A number of the families in Chibok have found themselves on the brink of financial disaster, as many of their food supplies have been destroyed by subsequent Boko Haram raids.
President Muhammadu Buhari has vowed to eradicate Boko Haram from Nigeria, and his army has been battling hard the Islamic militants throughout 2015. Wright said that the fathers have hope that Buhari will be successful in the end.
"They feel hopeful about the new president, hopeful that he can make a difference in the area," she said.
"I also did see the reality on the ground, and the fathers attested to this, that Boko Haram is being pushed back in many areas."
At least 150 Boko Haram militants were killed in heavy fighting in the Madagali and Gwoza areas on Tuesday, The Associated Press reported.
Self-defense fighters said that they recovered guns and explosives from the terrorists that could have been used to launch another large attack, like the many bombing operations Boko Haram have carried out in the past few months that have killed hundreds.

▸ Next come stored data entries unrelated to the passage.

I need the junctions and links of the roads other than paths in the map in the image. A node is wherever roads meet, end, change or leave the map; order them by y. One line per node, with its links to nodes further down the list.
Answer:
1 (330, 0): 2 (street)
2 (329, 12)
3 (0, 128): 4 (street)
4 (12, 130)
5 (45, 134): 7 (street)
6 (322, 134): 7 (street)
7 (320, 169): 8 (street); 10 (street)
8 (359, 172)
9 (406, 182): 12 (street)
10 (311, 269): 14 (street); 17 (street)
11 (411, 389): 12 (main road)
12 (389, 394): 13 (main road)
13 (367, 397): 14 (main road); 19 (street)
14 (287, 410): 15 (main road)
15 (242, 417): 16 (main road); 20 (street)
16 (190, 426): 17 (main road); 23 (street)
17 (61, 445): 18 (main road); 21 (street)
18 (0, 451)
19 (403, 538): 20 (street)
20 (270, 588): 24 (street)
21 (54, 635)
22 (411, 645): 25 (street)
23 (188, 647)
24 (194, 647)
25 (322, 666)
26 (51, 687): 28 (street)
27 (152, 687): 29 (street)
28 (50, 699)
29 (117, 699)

U.S. President Barack Obama also promised Buhari during a visit to the White House in July that America will continue aiding Nigeria in its battle against terrorism.
Obama pledged $5 million in funding to Nigeria's military, and praised Buhari's integrity, saying that the Nigerian president has "a very clear agenda in defeating Boko Haram extremists of all sorts inside his country."

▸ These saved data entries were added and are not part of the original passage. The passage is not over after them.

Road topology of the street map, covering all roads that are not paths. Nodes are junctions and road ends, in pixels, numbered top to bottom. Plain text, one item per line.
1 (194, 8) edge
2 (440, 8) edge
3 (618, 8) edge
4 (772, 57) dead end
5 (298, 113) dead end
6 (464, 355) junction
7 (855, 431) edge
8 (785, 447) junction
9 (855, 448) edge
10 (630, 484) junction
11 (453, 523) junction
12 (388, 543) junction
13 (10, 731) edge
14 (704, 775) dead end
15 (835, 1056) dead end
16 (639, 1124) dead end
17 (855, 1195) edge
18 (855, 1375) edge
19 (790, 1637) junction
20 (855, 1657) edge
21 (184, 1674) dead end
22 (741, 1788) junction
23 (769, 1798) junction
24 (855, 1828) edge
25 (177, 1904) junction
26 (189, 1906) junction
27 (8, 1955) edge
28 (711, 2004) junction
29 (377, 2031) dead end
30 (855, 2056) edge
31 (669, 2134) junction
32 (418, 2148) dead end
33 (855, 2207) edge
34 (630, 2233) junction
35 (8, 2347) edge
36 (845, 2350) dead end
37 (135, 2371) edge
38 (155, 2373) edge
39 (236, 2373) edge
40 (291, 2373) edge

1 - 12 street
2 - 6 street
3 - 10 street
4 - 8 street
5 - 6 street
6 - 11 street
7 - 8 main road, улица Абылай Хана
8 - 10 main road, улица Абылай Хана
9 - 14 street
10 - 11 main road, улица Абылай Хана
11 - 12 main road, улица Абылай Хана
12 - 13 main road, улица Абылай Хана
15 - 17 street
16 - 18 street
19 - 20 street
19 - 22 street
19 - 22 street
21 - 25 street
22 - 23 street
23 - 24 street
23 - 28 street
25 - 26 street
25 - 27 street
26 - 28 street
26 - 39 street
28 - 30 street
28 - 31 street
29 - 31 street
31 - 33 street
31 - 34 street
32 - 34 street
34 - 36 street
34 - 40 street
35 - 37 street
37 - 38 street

Wright asserted that great challenges remain in Chibok, however.
She noted that many of the fathers are Christians, and have been looking to their faith to give them hope and courage through these dark times.
"I can see personally from spending a day with these men the toll that the kidnapping of their daughters has taken on their lives, and the lives of their families. One man even told me, 'I would prefer to not even live my life.' But he added, 'We have to abide by the word of God, we have to have patience. God promised that all that happens is known by Him.' And he said, and most of the fathers agreed with him: 'We have faith that our girls will come home.'"
Wright added: "That's something I definitely did see — that there is hope that the girls will return one day."